I remember when C# came out almost 20 years ago. People said "I can forget about managing memory so I can focus on the logic". Programs kept crashing, memory problems were still there.

The article goes with "...remove the burden of memory safety from our shoulders, allowing us to focus on logical correctness and soundness instead...". More or less the same, and admitting that said problems won't go away.

But here we are, it's 2019 and we're still using C/C++ as if nothing happened.

1 comments

A crash is a bug but not a security problem.
Such affirmation requires that a crash will never produce a security problem. But for example...

"Families are LOCKED OUT of or INSIDE their homes as Yale 'smart' security app crashes leaving dozens stranded"

https://www.dailymail.co.uk/news/article-6268379/People-lock...

"Households up and down the UK were unable to lock or unlock their doors"

An unlocked door it's a security problem too...

That's still a bug. I feel like you're being intentionally obtuse about what's considered to be a security problem in code. Nobody ever suggested that rust code can never crash or have bugs. It's just about memory safety, which obviously has nothing to do with door locks.
Sorry if I gave that impression. It was not my intention.

> A crash is a bug but not a security problem.

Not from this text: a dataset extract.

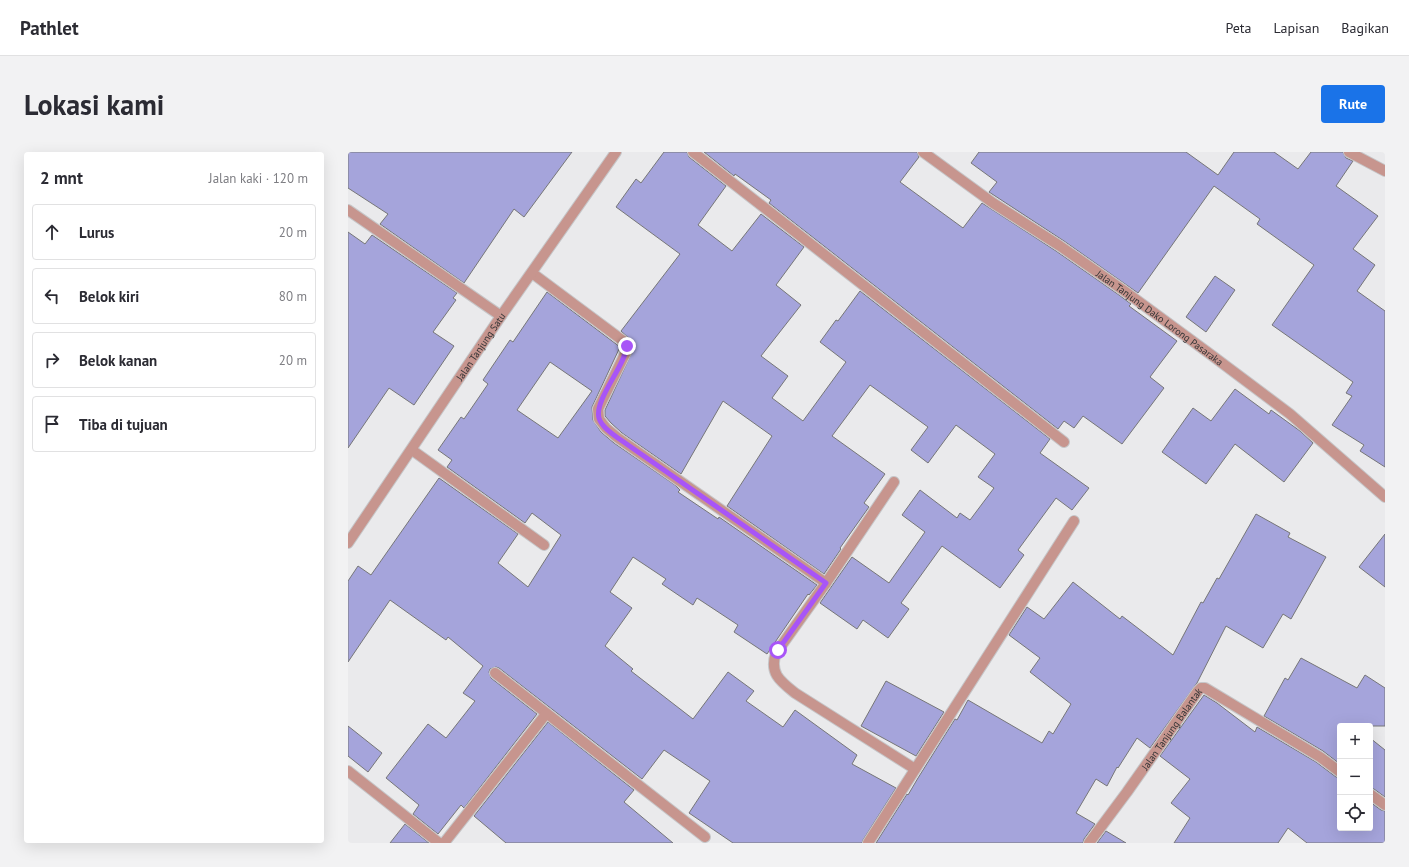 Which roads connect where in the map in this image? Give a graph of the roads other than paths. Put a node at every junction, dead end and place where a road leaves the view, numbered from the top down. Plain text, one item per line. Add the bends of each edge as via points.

I think that all bugs, the ones that produces crashes and security bugs should be all treated equally. A bug is a bug, whenever it has security implications or not.

To me, the article gives the impression that a system crash is not a security problem, because a Rust program will "terminate in a controlled fashion, preventing any illegal access". But one for example, can fingerprint a system by forcing it to crash.

And of course, nobody expects that Rust will prevent bugs from happening, but at the same time I don't get why the fixation of setting a difference between security bugs and bugs.

"security problems are just bugs" - Linus Torvalds. (http://lkml.iu.edu/hypermail/linux/kernel/1711.2/01701.html)

edit: Linus reference.

Security problems are bugs but not all bugs are security problems.